Your task
For the records below, copy exactly the span that begins at the line containing "Digitize the connectivity" and stops after the line containing "I need the junctions", minus any pictures.

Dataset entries
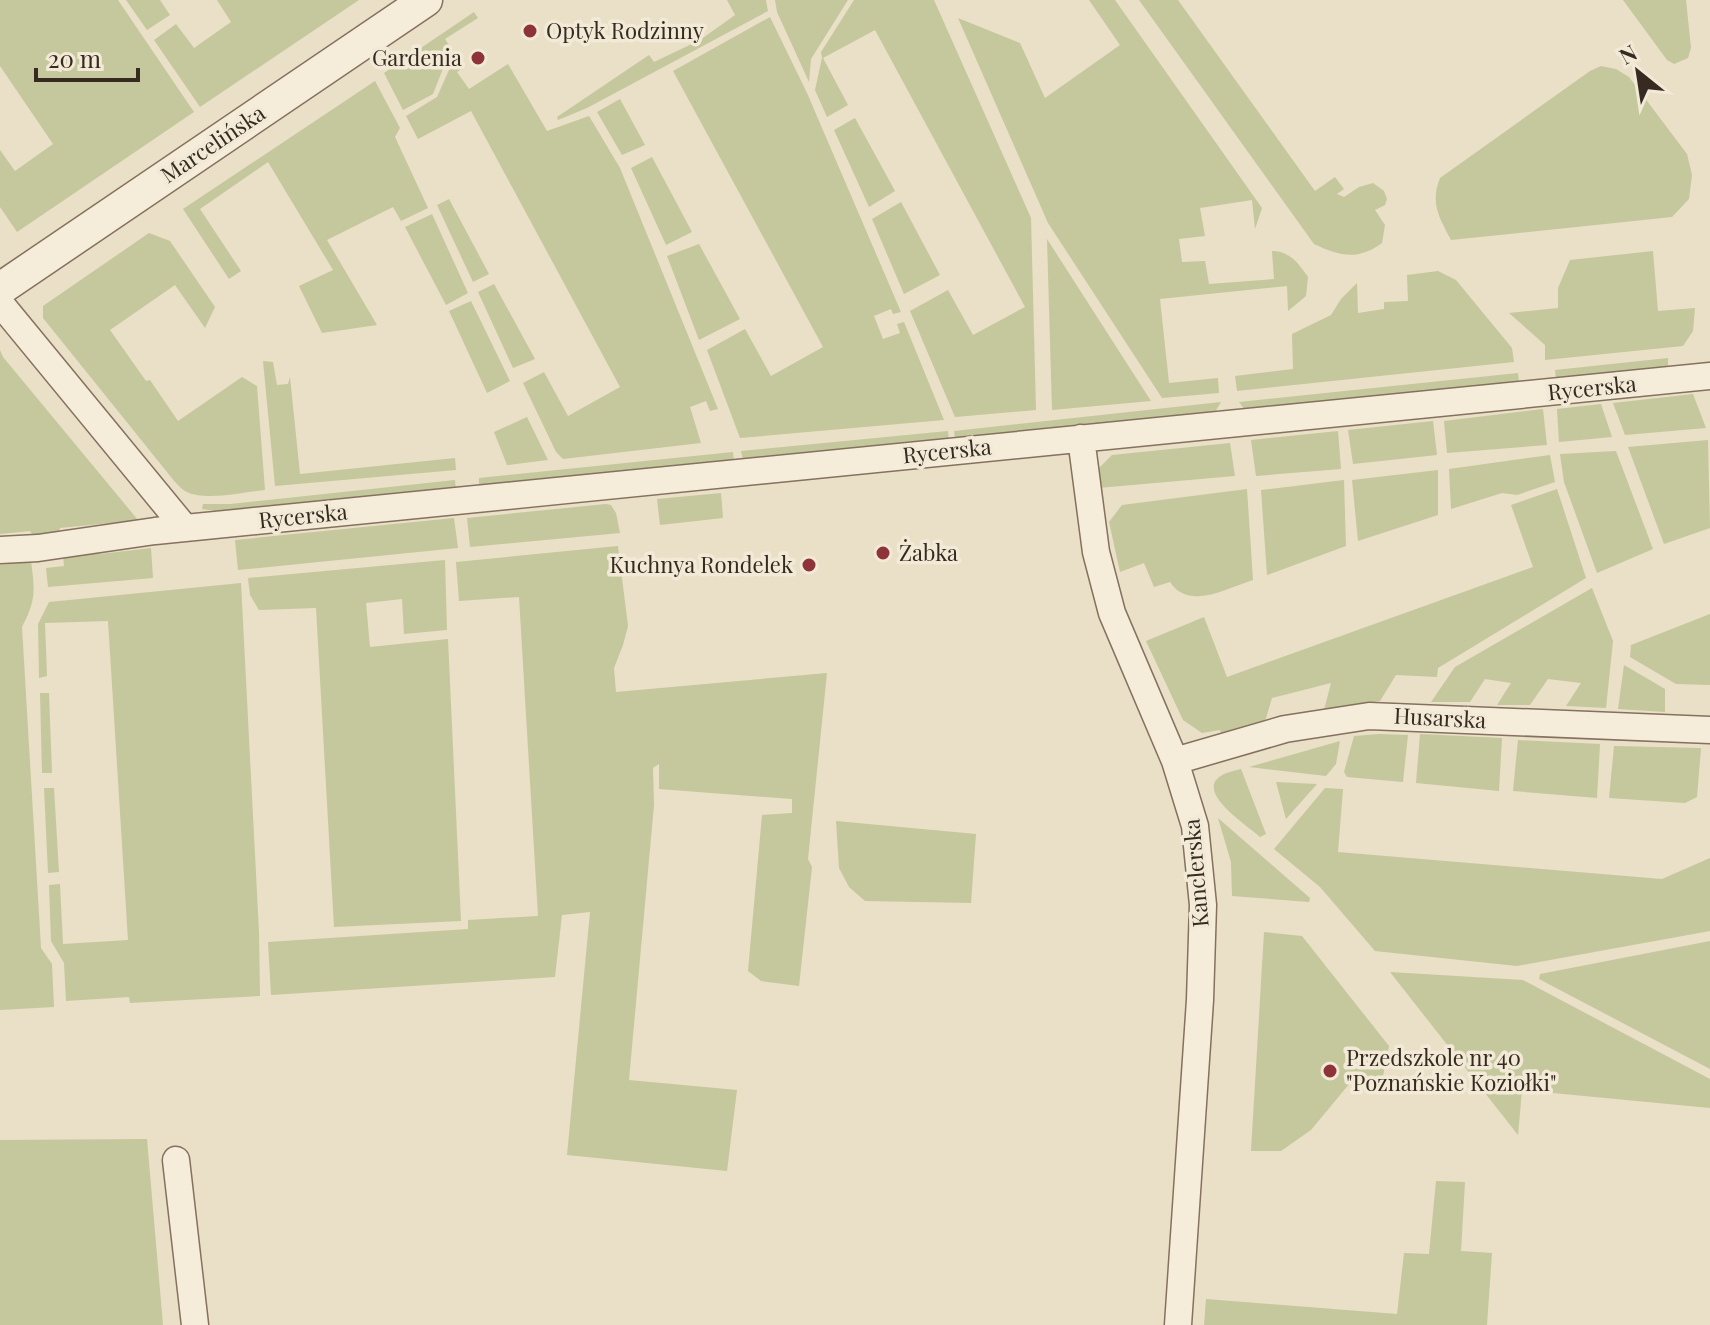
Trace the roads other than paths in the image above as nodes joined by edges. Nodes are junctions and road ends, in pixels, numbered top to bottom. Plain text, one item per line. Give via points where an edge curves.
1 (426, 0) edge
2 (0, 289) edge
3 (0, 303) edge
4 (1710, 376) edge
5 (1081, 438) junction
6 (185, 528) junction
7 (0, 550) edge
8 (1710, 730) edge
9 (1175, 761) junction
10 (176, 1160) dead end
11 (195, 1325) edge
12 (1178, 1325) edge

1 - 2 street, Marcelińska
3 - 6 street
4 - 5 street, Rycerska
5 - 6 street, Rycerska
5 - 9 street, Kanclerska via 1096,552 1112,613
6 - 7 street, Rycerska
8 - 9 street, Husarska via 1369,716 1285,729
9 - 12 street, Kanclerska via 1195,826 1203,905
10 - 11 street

--

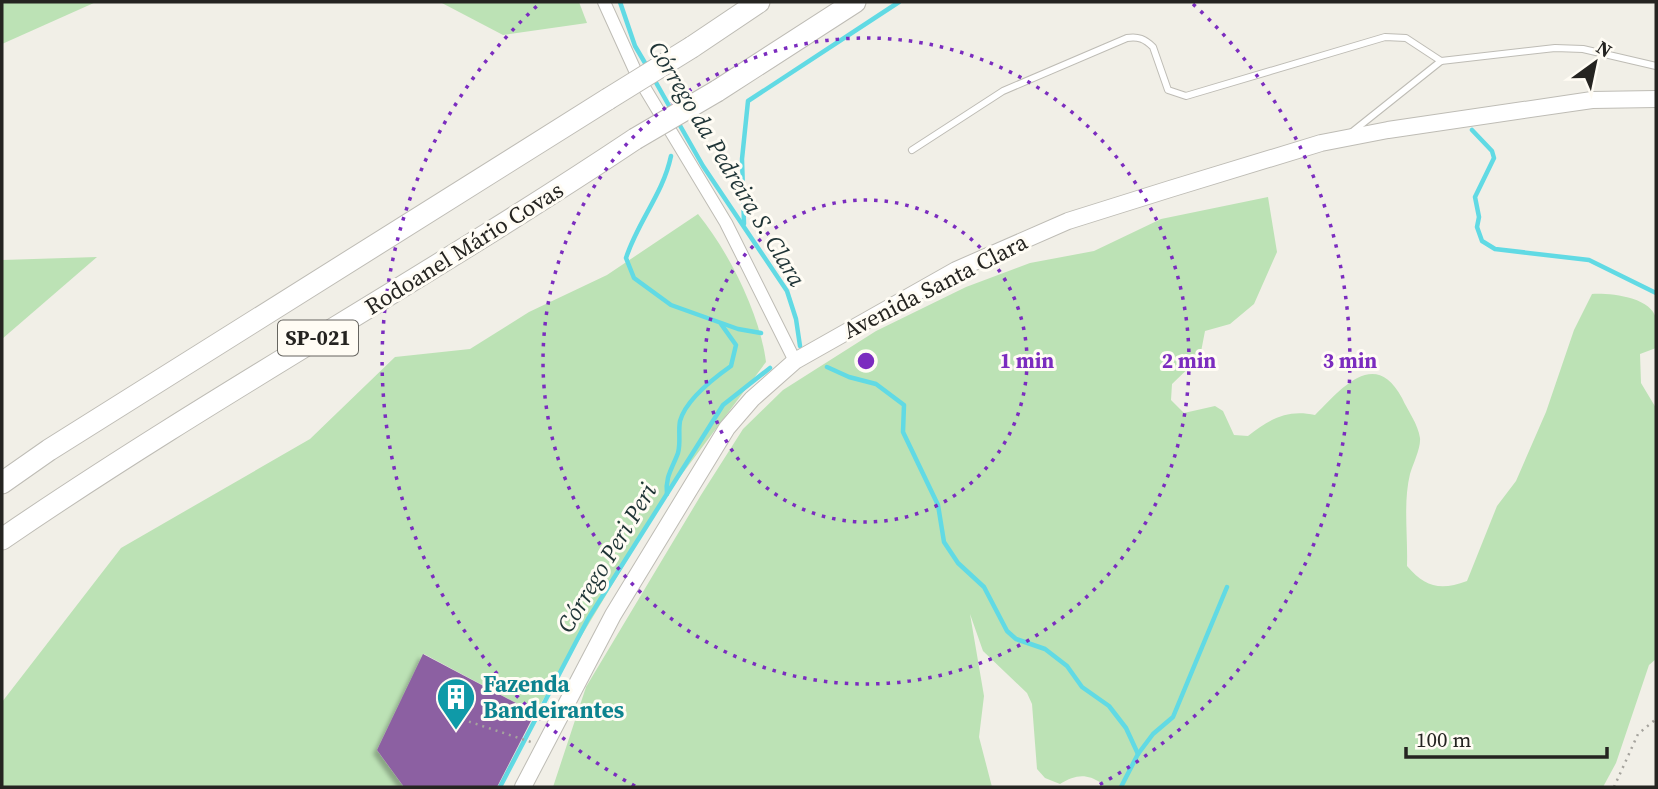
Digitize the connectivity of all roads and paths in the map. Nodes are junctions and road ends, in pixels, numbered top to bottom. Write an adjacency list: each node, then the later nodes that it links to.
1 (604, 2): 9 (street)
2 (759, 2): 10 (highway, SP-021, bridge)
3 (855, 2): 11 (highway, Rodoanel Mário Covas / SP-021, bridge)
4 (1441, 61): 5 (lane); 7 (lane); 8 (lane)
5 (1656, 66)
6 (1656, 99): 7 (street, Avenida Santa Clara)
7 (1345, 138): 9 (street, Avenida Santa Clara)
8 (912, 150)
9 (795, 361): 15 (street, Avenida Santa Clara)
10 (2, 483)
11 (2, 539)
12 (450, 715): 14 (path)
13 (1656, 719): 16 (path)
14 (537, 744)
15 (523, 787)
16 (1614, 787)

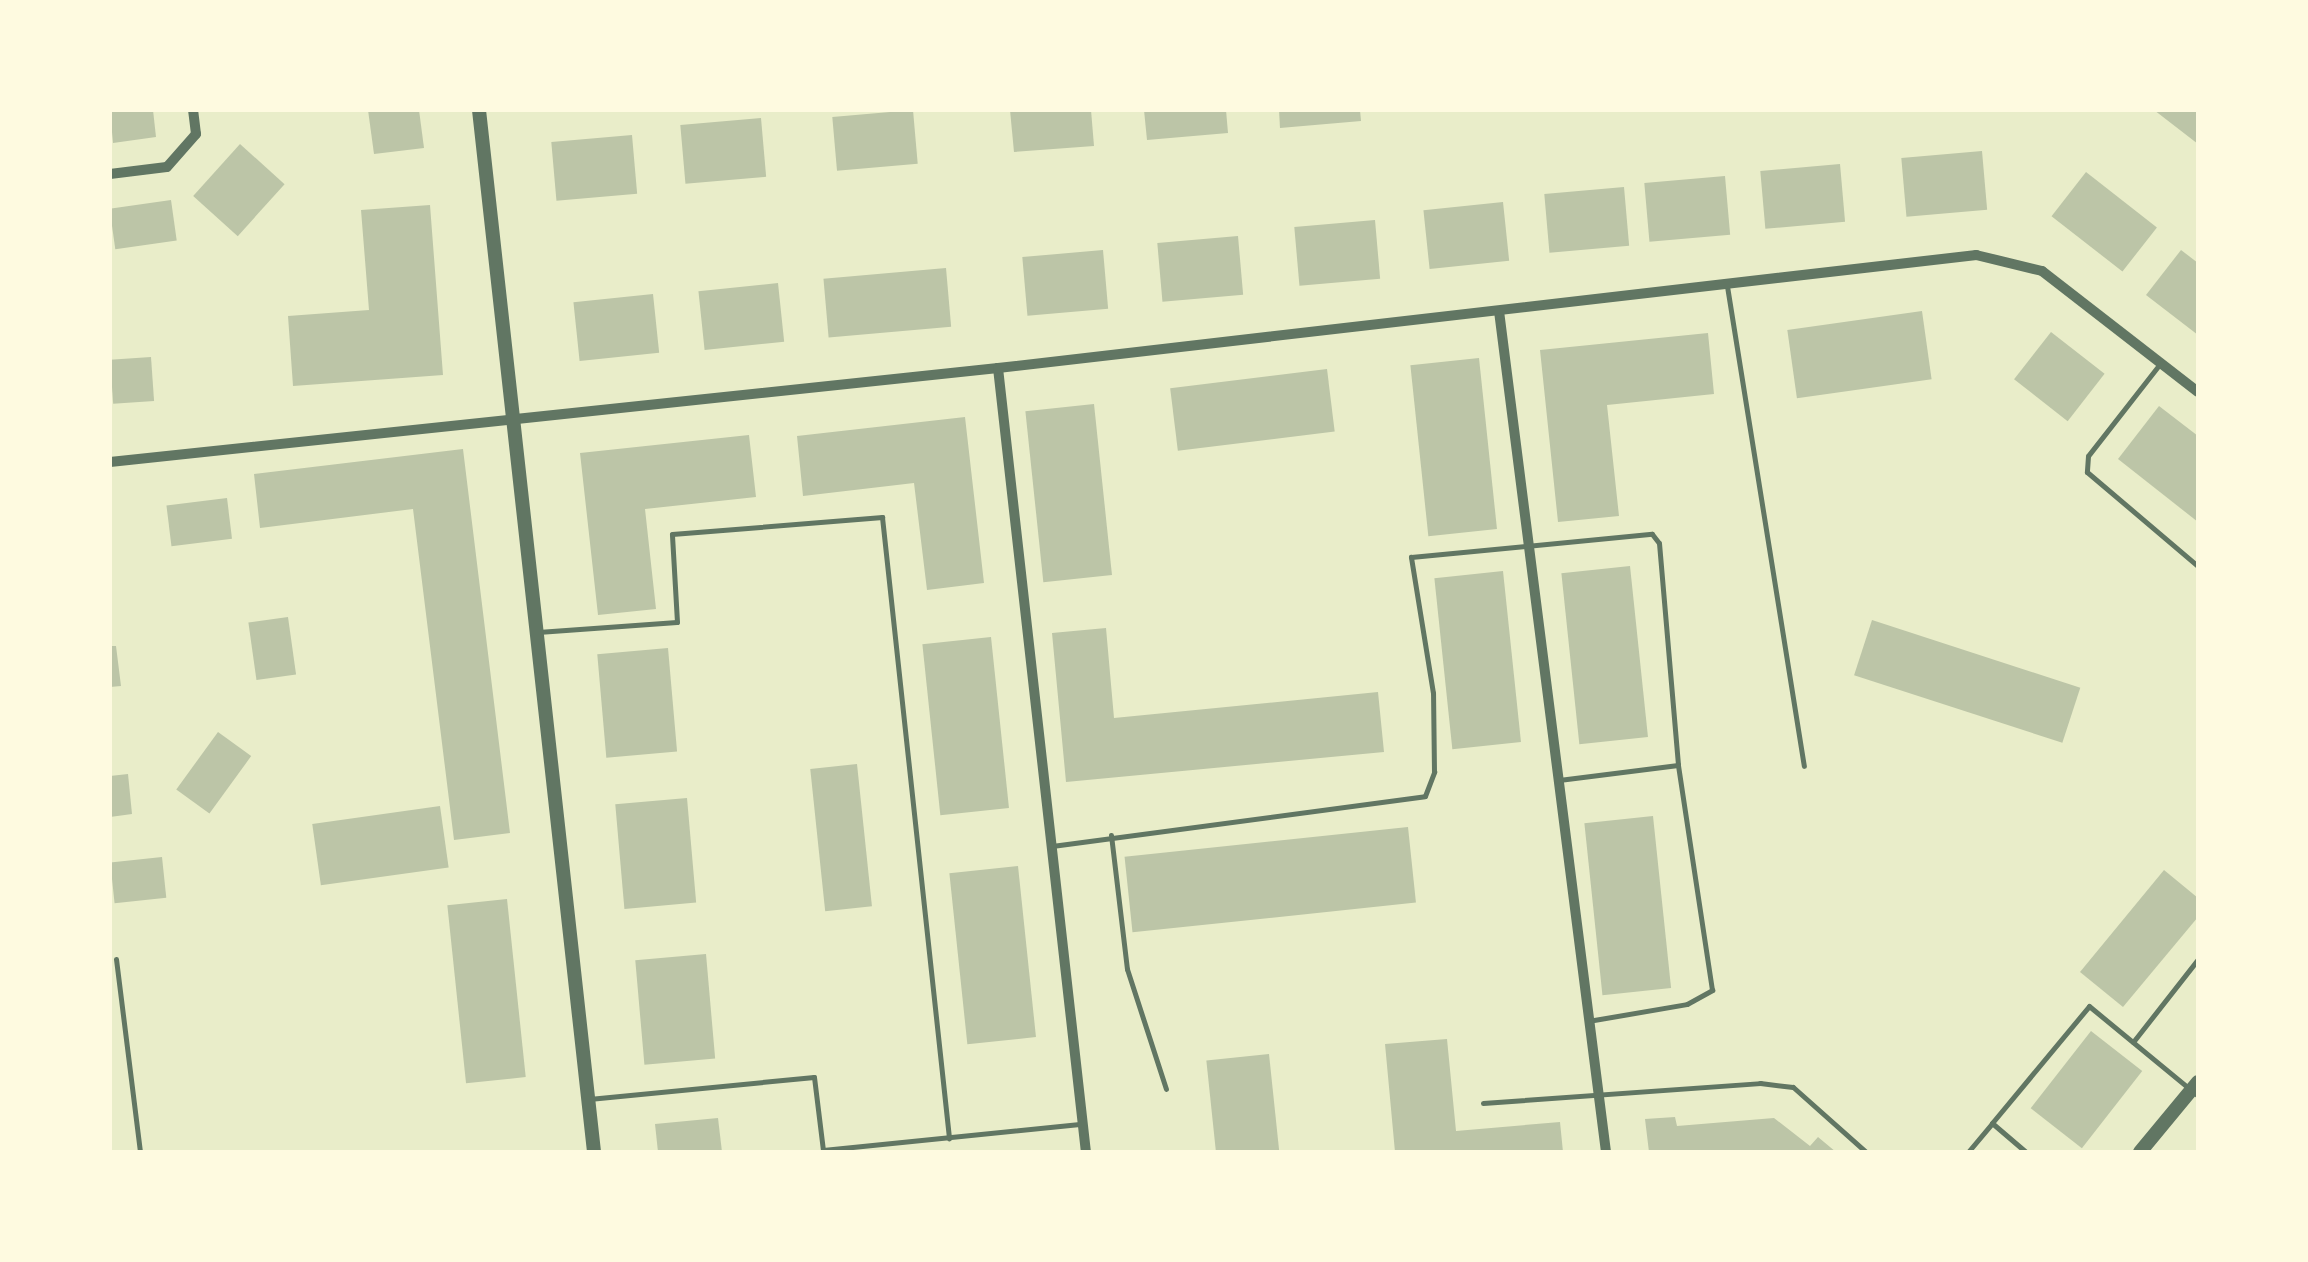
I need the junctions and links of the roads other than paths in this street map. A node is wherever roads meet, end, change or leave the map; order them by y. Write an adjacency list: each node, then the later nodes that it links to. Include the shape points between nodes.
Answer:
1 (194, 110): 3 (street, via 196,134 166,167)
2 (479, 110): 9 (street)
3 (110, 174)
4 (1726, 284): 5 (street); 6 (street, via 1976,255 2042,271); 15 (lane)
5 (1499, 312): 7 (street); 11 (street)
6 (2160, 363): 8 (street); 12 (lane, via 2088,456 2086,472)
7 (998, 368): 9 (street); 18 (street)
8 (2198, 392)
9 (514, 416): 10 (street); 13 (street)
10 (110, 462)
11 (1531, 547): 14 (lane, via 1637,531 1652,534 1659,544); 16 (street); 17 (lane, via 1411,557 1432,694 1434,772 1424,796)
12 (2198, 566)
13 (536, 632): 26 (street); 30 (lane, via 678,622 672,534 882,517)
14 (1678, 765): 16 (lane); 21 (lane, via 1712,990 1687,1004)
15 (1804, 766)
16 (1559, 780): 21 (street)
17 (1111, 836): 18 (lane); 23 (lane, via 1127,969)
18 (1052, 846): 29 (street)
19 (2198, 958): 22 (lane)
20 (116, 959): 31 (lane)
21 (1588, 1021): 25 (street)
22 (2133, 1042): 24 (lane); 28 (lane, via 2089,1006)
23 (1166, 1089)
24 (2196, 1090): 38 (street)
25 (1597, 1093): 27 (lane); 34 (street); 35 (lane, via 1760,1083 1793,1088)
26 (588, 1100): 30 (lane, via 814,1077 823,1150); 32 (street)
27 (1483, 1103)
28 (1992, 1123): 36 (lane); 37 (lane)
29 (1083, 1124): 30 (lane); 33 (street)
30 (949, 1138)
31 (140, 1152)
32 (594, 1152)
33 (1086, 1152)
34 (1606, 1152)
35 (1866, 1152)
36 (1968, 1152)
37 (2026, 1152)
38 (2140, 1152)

Written solution
Digitize the connectivity of all roads and paths in the map. Nodes are junctions and road ends, in pixels, numbered top to bottom. Write an adjacency list: each node, then the later nodes that it links to.
1 (604, 2): 9 (street)
2 (759, 2): 10 (highway, SP-021, bridge)
3 (855, 2): 11 (highway, Rodoanel Mário Covas / SP-021, bridge)
4 (1441, 61): 5 (lane); 7 (lane); 8 (lane)
5 (1656, 66)
6 (1656, 99): 7 (street, Avenida Santa Clara)
7 (1345, 138): 9 (street, Avenida Santa Clara)
8 (912, 150)
9 (795, 361): 15 (street, Avenida Santa Clara)
10 (2, 483)
11 (2, 539)
12 (450, 715): 14 (path)
13 (1656, 719): 16 (path)
14 (537, 744)
15 (523, 787)
16 (1614, 787)

I need the junctions and links of the roads other than paths in this street map. A node is wherever roads meet, end, change or leave the map; order them by y. Write an adjacency list: each node, then the later nodes that it links to. Include the shape points between nodes.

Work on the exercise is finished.